## Work item
Each record below should be written out again exactly as given.
........
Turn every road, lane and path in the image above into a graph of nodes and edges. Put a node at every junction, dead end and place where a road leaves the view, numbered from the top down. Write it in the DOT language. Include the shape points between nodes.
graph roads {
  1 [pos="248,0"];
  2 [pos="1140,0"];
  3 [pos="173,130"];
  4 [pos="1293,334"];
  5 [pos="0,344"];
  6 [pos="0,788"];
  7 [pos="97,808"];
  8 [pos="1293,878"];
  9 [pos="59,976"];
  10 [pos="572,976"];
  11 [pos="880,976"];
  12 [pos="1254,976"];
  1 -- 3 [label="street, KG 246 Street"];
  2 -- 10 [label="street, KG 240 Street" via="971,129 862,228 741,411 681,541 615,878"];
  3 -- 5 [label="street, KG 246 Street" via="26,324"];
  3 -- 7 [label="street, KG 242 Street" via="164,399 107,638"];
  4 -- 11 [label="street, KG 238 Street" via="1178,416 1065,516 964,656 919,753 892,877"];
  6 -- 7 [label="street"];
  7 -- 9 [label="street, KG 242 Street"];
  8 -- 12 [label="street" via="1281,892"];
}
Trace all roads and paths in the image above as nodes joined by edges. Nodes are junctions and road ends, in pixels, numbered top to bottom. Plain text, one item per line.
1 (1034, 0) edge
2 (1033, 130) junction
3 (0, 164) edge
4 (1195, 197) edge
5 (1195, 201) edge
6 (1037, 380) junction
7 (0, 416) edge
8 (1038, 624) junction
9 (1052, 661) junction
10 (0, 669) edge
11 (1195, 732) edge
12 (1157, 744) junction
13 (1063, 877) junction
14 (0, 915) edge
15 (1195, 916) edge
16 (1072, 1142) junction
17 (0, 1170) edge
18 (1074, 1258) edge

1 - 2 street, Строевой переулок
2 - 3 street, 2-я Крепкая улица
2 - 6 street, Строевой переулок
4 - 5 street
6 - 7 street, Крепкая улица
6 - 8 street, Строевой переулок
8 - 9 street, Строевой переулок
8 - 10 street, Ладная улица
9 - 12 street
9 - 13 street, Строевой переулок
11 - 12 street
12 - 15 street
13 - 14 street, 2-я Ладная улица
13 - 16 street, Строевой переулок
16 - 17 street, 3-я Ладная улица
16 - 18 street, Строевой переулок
........
## Exercise solution
Turn every road, lane and path in the image above into a graph of nodes and edges. Put a node at every junction, dead end and place where a road leaves the view, numbered from the top down. Write it in the DOT language. Include the shape points between nodes.
graph roads {
  1 [pos="248,0"];
  2 [pos="1140,0"];
  3 [pos="173,130"];
  4 [pos="1293,334"];
  5 [pos="0,344"];
  6 [pos="0,788"];
  7 [pos="97,808"];
  8 [pos="1293,878"];
  9 [pos="59,976"];
  10 [pos="572,976"];
  11 [pos="880,976"];
  12 [pos="1254,976"];
  1 -- 3 [label="street, KG 246 Street"];
  2 -- 10 [label="street, KG 240 Street" via="971,129 862,228 741,411 681,541 615,878"];
  3 -- 5 [label="street, KG 246 Street" via="26,324"];
  3 -- 7 [label="street, KG 242 Street" via="164,399 107,638"];
  4 -- 11 [label="street, KG 238 Street" via="1178,416 1065,516 964,656 919,753 892,877"];
  6 -- 7 [label="street"];
  7 -- 9 [label="street, KG 242 Street"];
  8 -- 12 [label="street" via="1281,892"];
}
Trace all roads and paths in the image above as nodes joined by edges. Nodes are junctions and road ends, in pixels, numbered top to bottom. Plain text, one item per line.
1 (1034, 0) edge
2 (1033, 130) junction
3 (0, 164) edge
4 (1195, 197) edge
5 (1195, 201) edge
6 (1037, 380) junction
7 (0, 416) edge
8 (1038, 624) junction
9 (1052, 661) junction
10 (0, 669) edge
11 (1195, 732) edge
12 (1157, 744) junction
13 (1063, 877) junction
14 (0, 915) edge
15 (1195, 916) edge
16 (1072, 1142) junction
17 (0, 1170) edge
18 (1074, 1258) edge

1 - 2 street, Строевой переулок
2 - 3 street, 2-я Крепкая улица
2 - 6 street, Строевой переулок
4 - 5 street
6 - 7 street, Крепкая улица
6 - 8 street, Строевой переулок
8 - 9 street, Строевой переулок
8 - 10 street, Ладная улица
9 - 12 street
9 - 13 street, Строевой переулок
11 - 12 street
12 - 15 street
13 - 14 street, 2-я Ладная улица
13 - 16 street, Строевой переулок
16 - 17 street, 3-я Ладная улица
16 - 18 street, Строевой переулок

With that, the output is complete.